**Task**
Working from the listing below, set down every line exactly.
—————
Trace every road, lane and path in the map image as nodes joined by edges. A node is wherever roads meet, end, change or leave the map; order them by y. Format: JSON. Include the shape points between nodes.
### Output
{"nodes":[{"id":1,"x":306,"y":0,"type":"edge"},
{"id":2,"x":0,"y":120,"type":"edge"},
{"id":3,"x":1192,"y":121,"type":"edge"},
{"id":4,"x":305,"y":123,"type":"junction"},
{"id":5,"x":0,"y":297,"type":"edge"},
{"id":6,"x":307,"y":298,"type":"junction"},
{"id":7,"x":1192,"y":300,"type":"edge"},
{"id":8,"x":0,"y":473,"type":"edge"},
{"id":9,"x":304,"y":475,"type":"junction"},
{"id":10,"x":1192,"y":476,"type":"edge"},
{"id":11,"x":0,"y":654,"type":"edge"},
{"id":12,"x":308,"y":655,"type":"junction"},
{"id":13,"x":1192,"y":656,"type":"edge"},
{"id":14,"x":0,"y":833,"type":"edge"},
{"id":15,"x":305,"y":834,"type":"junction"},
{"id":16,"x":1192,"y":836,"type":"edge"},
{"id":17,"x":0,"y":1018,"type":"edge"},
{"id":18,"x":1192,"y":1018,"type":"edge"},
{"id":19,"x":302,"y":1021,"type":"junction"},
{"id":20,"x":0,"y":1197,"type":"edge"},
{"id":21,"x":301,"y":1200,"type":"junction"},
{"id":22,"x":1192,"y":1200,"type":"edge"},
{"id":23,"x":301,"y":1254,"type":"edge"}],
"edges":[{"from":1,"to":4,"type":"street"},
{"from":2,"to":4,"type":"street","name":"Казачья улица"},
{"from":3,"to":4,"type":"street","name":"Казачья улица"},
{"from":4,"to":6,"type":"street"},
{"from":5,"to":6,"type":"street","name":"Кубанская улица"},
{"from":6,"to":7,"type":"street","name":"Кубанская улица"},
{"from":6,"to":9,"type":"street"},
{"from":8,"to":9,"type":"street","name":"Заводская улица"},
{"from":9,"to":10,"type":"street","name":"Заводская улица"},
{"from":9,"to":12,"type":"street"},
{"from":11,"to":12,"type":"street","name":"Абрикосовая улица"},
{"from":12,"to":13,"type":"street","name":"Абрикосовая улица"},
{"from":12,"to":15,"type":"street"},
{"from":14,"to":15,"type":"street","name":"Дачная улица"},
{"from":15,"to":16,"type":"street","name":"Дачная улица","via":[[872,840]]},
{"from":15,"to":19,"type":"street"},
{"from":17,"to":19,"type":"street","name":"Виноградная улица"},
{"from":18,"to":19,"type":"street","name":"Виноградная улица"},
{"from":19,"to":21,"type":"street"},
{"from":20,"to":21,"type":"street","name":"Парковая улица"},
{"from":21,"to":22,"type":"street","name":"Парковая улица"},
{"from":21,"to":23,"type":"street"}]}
—————
**Answer for this exercise**
Trace every road, lane and path in the map image as nodes joined by edges. A node is wherever roads meet, end, change or leave the map; order them by y. Format: JSON. Include the shape points between nodes.
### Output
{"nodes":[{"id":1,"x":306,"y":0,"type":"edge"},
{"id":2,"x":0,"y":120,"type":"edge"},
{"id":3,"x":1192,"y":121,"type":"edge"},
{"id":4,"x":305,"y":123,"type":"junction"},
{"id":5,"x":0,"y":297,"type":"edge"},
{"id":6,"x":307,"y":298,"type":"junction"},
{"id":7,"x":1192,"y":300,"type":"edge"},
{"id":8,"x":0,"y":473,"type":"edge"},
{"id":9,"x":304,"y":475,"type":"junction"},
{"id":10,"x":1192,"y":476,"type":"edge"},
{"id":11,"x":0,"y":654,"type":"edge"},
{"id":12,"x":308,"y":655,"type":"junction"},
{"id":13,"x":1192,"y":656,"type":"edge"},
{"id":14,"x":0,"y":833,"type":"edge"},
{"id":15,"x":305,"y":834,"type":"junction"},
{"id":16,"x":1192,"y":836,"type":"edge"},
{"id":17,"x":0,"y":1018,"type":"edge"},
{"id":18,"x":1192,"y":1018,"type":"edge"},
{"id":19,"x":302,"y":1021,"type":"junction"},
{"id":20,"x":0,"y":1197,"type":"edge"},
{"id":21,"x":301,"y":1200,"type":"junction"},
{"id":22,"x":1192,"y":1200,"type":"edge"},
{"id":23,"x":301,"y":1254,"type":"edge"}],
"edges":[{"from":1,"to":4,"type":"street"},
{"from":2,"to":4,"type":"street","name":"Казачья улица"},
{"from":3,"to":4,"type":"street","name":"Казачья улица"},
{"from":4,"to":6,"type":"street"},
{"from":5,"to":6,"type":"street","name":"Кубанская улица"},
{"from":6,"to":7,"type":"street","name":"Кубанская улица"},
{"from":6,"to":9,"type":"street"},
{"from":8,"to":9,"type":"street","name":"Заводская улица"},
{"from":9,"to":10,"type":"street","name":"Заводская улица"},
{"from":9,"to":12,"type":"street"},
{"from":11,"to":12,"type":"street","name":"Абрикосовая улица"},
{"from":12,"to":13,"type":"street","name":"Абрикосовая улица"},
{"from":12,"to":15,"type":"street"},
{"from":14,"to":15,"type":"street","name":"Дачная улица"},
{"from":15,"to":16,"type":"street","name":"Дачная улица","via":[[872,840]]},
{"from":15,"to":19,"type":"street"},
{"from":17,"to":19,"type":"street","name":"Виноградная улица"},
{"from":18,"to":19,"type":"street","name":"Виноградная улица"},
{"from":19,"to":21,"type":"street"},
{"from":20,"to":21,"type":"street","name":"Парковая улица"},
{"from":21,"to":22,"type":"street","name":"Парковая улица"},
{"from":21,"to":23,"type":"street"}]}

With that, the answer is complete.